▶ _Task data_:
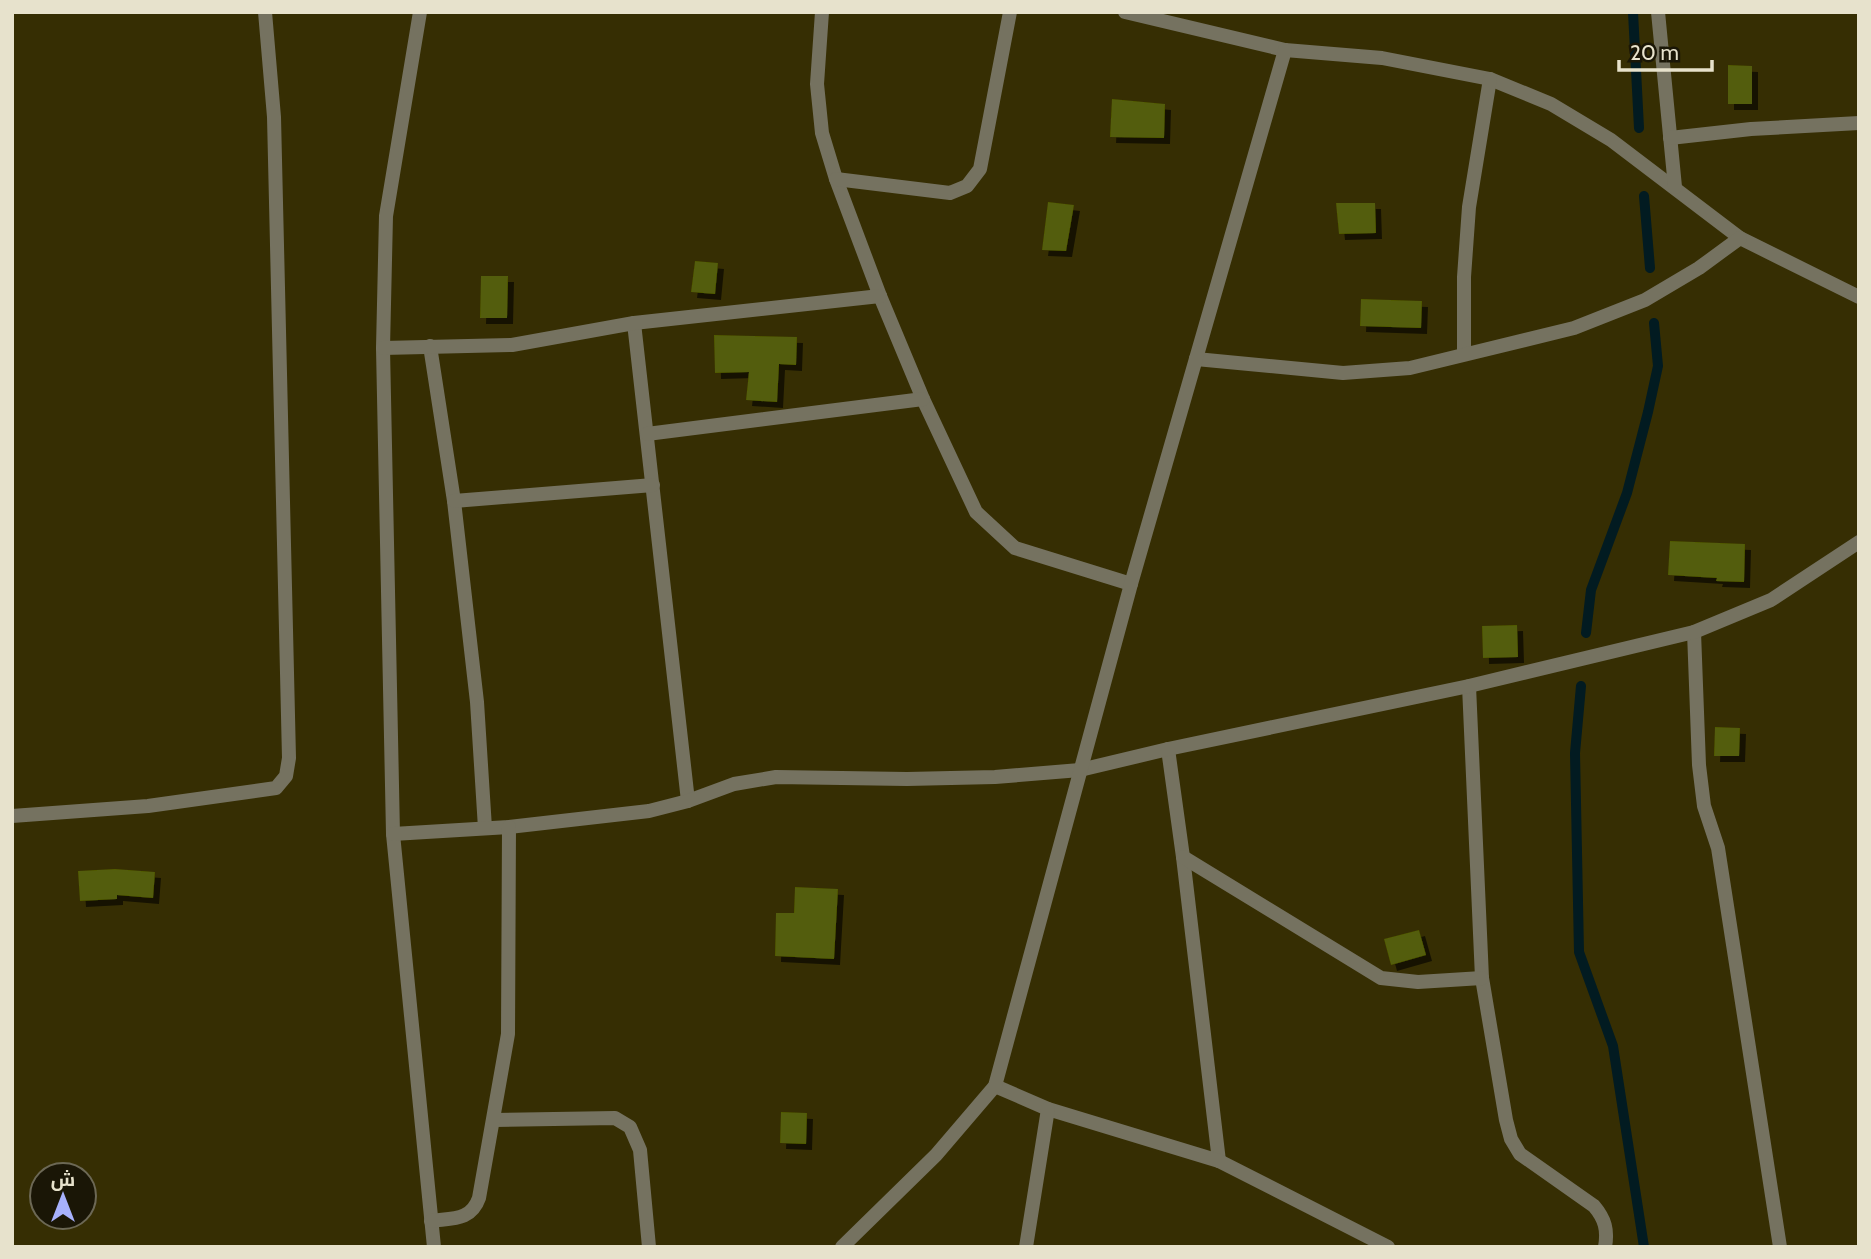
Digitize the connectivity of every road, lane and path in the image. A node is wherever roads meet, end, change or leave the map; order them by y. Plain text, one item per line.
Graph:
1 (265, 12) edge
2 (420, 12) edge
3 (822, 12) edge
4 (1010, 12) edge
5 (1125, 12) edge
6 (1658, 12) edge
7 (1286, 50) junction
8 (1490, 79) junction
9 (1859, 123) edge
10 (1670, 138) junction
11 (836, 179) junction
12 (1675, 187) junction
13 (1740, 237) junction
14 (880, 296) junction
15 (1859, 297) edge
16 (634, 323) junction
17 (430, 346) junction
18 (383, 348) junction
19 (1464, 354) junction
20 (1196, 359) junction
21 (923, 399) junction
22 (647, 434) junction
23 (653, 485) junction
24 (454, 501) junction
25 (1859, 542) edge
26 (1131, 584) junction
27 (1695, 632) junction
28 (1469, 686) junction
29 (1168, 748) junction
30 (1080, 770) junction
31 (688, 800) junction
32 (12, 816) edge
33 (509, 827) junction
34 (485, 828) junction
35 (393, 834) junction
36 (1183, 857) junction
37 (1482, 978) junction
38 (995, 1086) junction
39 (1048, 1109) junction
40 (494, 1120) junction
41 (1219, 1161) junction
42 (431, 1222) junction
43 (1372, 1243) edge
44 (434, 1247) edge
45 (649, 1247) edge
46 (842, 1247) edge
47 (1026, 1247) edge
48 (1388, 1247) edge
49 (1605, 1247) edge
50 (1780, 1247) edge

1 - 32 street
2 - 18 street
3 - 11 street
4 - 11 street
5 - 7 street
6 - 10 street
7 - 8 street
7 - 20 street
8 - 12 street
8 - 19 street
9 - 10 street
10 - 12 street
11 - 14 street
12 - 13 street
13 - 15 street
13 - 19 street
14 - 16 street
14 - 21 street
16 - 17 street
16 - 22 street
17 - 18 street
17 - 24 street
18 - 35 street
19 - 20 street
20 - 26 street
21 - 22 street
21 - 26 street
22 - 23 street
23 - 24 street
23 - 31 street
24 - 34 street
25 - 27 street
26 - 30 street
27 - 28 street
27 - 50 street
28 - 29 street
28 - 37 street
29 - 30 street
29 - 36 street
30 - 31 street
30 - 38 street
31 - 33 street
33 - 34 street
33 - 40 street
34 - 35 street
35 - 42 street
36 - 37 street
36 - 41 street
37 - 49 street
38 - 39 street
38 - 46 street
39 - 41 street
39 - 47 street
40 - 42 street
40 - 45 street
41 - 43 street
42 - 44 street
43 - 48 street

▶ _Assignment_: The whole of the data needs to be copied word for word, though not its pictures.

▶ _Response box_:
Digitize the connectivity of every road, lane and path in the image. A node is wherever roads meet, end, change or leave the map; order them by y. Plain text, one item per line.
Graph:
1 (265, 12) edge
2 (420, 12) edge
3 (822, 12) edge
4 (1010, 12) edge
5 (1125, 12) edge
6 (1658, 12) edge
7 (1286, 50) junction
8 (1490, 79) junction
9 (1859, 123) edge
10 (1670, 138) junction
11 (836, 179) junction
12 (1675, 187) junction
13 (1740, 237) junction
14 (880, 296) junction
15 (1859, 297) edge
16 (634, 323) junction
17 (430, 346) junction
18 (383, 348) junction
19 (1464, 354) junction
20 (1196, 359) junction
21 (923, 399) junction
22 (647, 434) junction
23 (653, 485) junction
24 (454, 501) junction
25 (1859, 542) edge
26 (1131, 584) junction
27 (1695, 632) junction
28 (1469, 686) junction
29 (1168, 748) junction
30 (1080, 770) junction
31 (688, 800) junction
32 (12, 816) edge
33 (509, 827) junction
34 (485, 828) junction
35 (393, 834) junction
36 (1183, 857) junction
37 (1482, 978) junction
38 (995, 1086) junction
39 (1048, 1109) junction
40 (494, 1120) junction
41 (1219, 1161) junction
42 (431, 1222) junction
43 (1372, 1243) edge
44 (434, 1247) edge
45 (649, 1247) edge
46 (842, 1247) edge
47 (1026, 1247) edge
48 (1388, 1247) edge
49 (1605, 1247) edge
50 (1780, 1247) edge

1 - 32 street
2 - 18 street
3 - 11 street
4 - 11 street
5 - 7 street
6 - 10 street
7 - 8 street
7 - 20 street
8 - 12 street
8 - 19 street
9 - 10 street
10 - 12 street
11 - 14 street
12 - 13 street
13 - 15 street
13 - 19 street
14 - 16 street
14 - 21 street
16 - 17 street
16 - 22 street
17 - 18 street
17 - 24 street
18 - 35 street
19 - 20 street
20 - 26 street
21 - 22 street
21 - 26 street
22 - 23 street
23 - 24 street
23 - 31 street
24 - 34 street
25 - 27 street
26 - 30 street
27 - 28 street
27 - 50 street
28 - 29 street
28 - 37 street
29 - 30 street
29 - 36 street
30 - 31 street
30 - 38 street
31 - 33 street
33 - 34 street
33 - 40 street
34 - 35 street
35 - 42 street
36 - 37 street
36 - 41 street
37 - 49 street
38 - 39 street
38 - 46 street
39 - 41 street
39 - 47 street
40 - 42 street
40 - 45 street
41 - 43 street
42 - 44 street
43 - 48 street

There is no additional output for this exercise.